Category: Deciduous Trees
Facts about Overcup Oak Tree "Scientific name for Overcup Oak Tree is Quecus lyrata". The Overcup oak tree, Quercus lyrata, is a medium-sized deciduous oak which is highly tolerant to floods and is native to Southeastern United States where it grows on areas around the swamps and poorly drained plains. The Overcup Oak Tree can grow to a maximum height of about 65 feet (20 meters) tall with a trunk of approximately 31 inches (80 cm) sometimes but rarely 55 inches (140 cm).
The Overcup Oak Tree’s leaves can vigorously grow to a length of about 4 to 6 1/4 inches (10 to 16 cm) long and 2 to 4 inches(5 to 10 cm) wide. The leaves can be lyre-shaped, deeply lobed and dark green in color with a paler color of the same underneath and with hairy tufts.
Both the Male and the female Overcup Oak flowers, catkins, of the monoecious Overcup Oak Tree appear together with the leaves or during the leaves development periods around the months of April to May. The flowers are characterized with the staminate flowers which are developed with naked catkins while the pistillate flowers constitute of spikes.

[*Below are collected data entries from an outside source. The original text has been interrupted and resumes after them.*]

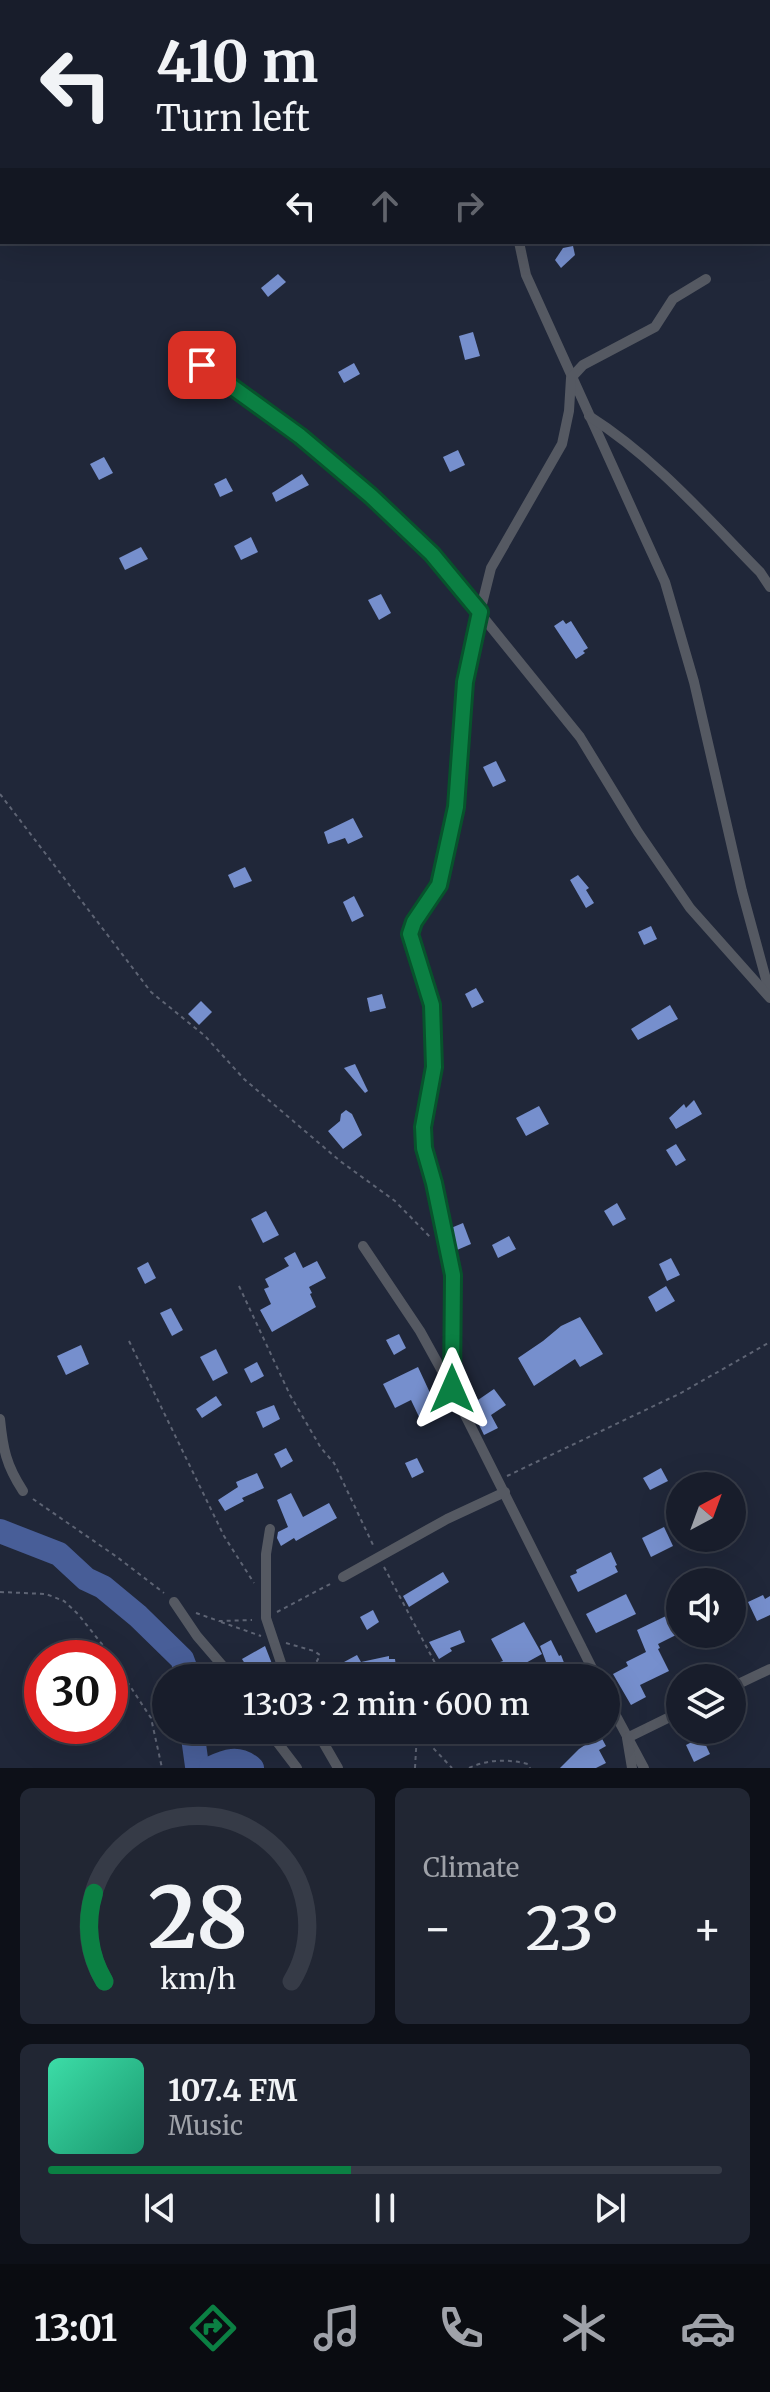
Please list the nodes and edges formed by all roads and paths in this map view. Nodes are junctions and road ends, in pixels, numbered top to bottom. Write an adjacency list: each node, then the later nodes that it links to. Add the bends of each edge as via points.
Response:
1 (519, 244): 4 (street, via 526,275)
2 (706, 279): 4 (street, via 673,299 655,327 583,365)
3 (202, 365): 7 (street, via 371,496 432,554)
4 (571, 378): 5 (street); 7 (street, via 562,444 491,568)
5 (588, 415): 6 (street, via 666,477); 9 (street, via 665,582)
6 (770, 587)
7 (480, 612): 9 (street, via 580,737 690,908); 11 (street, via 465,682 456,807 439,885 410,934 432,1005 434,1067 424,1148)
8 (0, 794): 11 (path, via 151,992 205,1036 244,1079 395,1201)
9 (770, 996)
10 (363, 1246): 15 (street)
11 (450, 1257): 15 (street)
12 (239, 1286): 21 (path, via 290,1395 334,1463)
13 (129, 1341): 24 (path, via 224,1536)
14 (770, 1342): 17 (path, via 681,1393)
15 (452, 1389): 17 (street)
16 (0, 1419): 18 (street, via 9,1470)
17 (498, 1480): 19 (street)
18 (23, 1491): 25 (path)
19 (505, 1492): 21 (street); 33 (street)
20 (270, 1529): 24 (street)
21 (380, 1558): 22 (street); 32 (path)
22 (343, 1577): 26 (path)
23 (0, 1592): 41 (path, via 46,1594 78,1614 151,1718)
24 (267, 1594): 26 (street)
25 (174, 1602): 27 (path); 29 (street)
26 (266, 1618): 27 (path); 28 (street)
27 (219, 1621): 28 (path)
28 (272, 1640): 30 (street); 31 (path, via 320,1655)
29 (221, 1664)
30 (281, 1664)
31 (311, 1664)
32 (436, 1664)
33 (590, 1664)
34 (770, 1669): 35 (street)
35 (746, 1680)
36 (666, 1719): 38 (street)
37 (620, 1724): 38 (street)
38 (627, 1738): 48 (street); 49 (street)
39 (279, 1744): 42 (street)
40 (324, 1744): 43 (street)
41 (162, 1768)
42 (297, 1768)
43 (338, 1768)
44 (415, 1768): 45 (path, via 417,1731)
45 (452, 1768)
46 (469, 1768): 47 (path, via 511,1760)
47 (530, 1768)
48 (632, 1768)
49 (644, 1768)

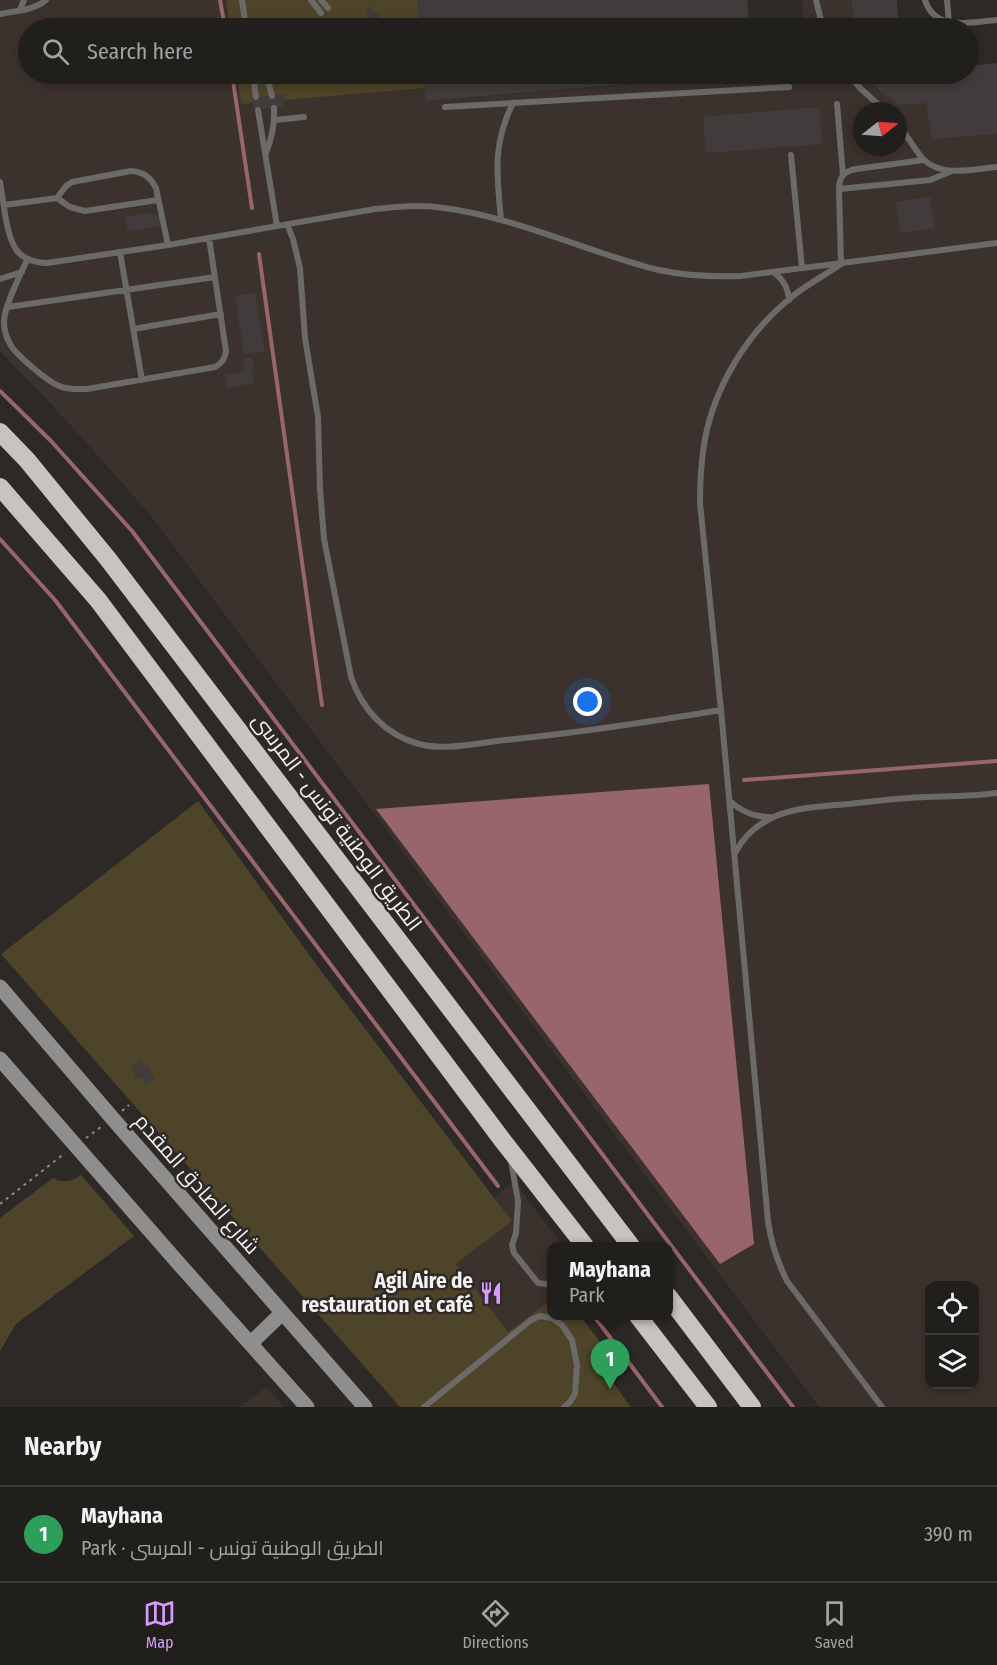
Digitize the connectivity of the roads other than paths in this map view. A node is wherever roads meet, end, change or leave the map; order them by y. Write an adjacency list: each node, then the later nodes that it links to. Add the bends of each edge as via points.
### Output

A Full grown Overcup Oak Tree can absorb as much as 48 pounds (21.77 kg) of carbon dioxide a year. The same Overcup Oak Tree could also produce enough oxygen in a day for two people. In a single day, a large Overcup Oak Tree can drink up to 100 gallons (378.5 liter) of water from the ground and discharge it into the air.
You can tell a Overcup Oak Trees age by the number of growth rings. Growth rings size shows what kind of conditions accrued that year, the temperature and if it was a dry or wet year.
Bark of the Overcup Oak Tree protects it from the elements and is made up of dead cells.
The Overcup Oak Tree flowers are usually pollinated and take around six to seven months to produce fruits, acorns. However, it can take up to thirty years before the fruits are first developed. Once the acorns are develop, they can grow up to 1/2 to 1 inch (12 to 25 mm) long with a spherical, flattened shape which is wider at the base and fully covered with a scaly cup. These fruits usually take one year in order to mature and ripen in late September or early October.
The Overcup Oak Tree can survive the best in poorly-drained, alluvial to clay soils which can be found in river flood plains. It has established in the low lying salty and clay flats of basins and terraces of bigger streams. Overcup Oak Tree can also grow naturally on the edges of sloughs, bayous and swamps.
Overcup Oak Tree roots usually grow two to three times the width of the tree branches. The ideal time to fertilize your Overcup Oak Tree is in late fall or early spring. If you want to transplant a Overcup Oak Tree do it in fall, this is ideal for most trees.
Overcup Oak Tree leaves are made up of many colored pigments, green chlorophyll hides the colors during the growing season of spring and summer. As days get shorter and cooler temperatures come in the fall, it cause the chlorophyll to break down and than the other color pigments can be seen.
Overcup Oak Tree growth is referred to as Meristem (The undifferentiated embryonic plant tissue from which new cells are created, as that at the tip of a root or stem). This tissue can be found at the tips of shoots and leaves. Inside the stem growth in thickness occurs at the vascular cambium.
Overcup Oak Trees make their own food from sunlight, carbon dioxide, water, and nutrients from the soil.
The Overcup Oak Tree produces logs which can be used for tight cooperage and lumber. However, it cannot be used frequently for factory lumber as the logs can warp and crack during seasoning. It can also be planted for ornamental purposes. The acorns are edible to animals and can be eaten by the wild. This massive Overcup Oak Tree can also act as habitat for some wild animals.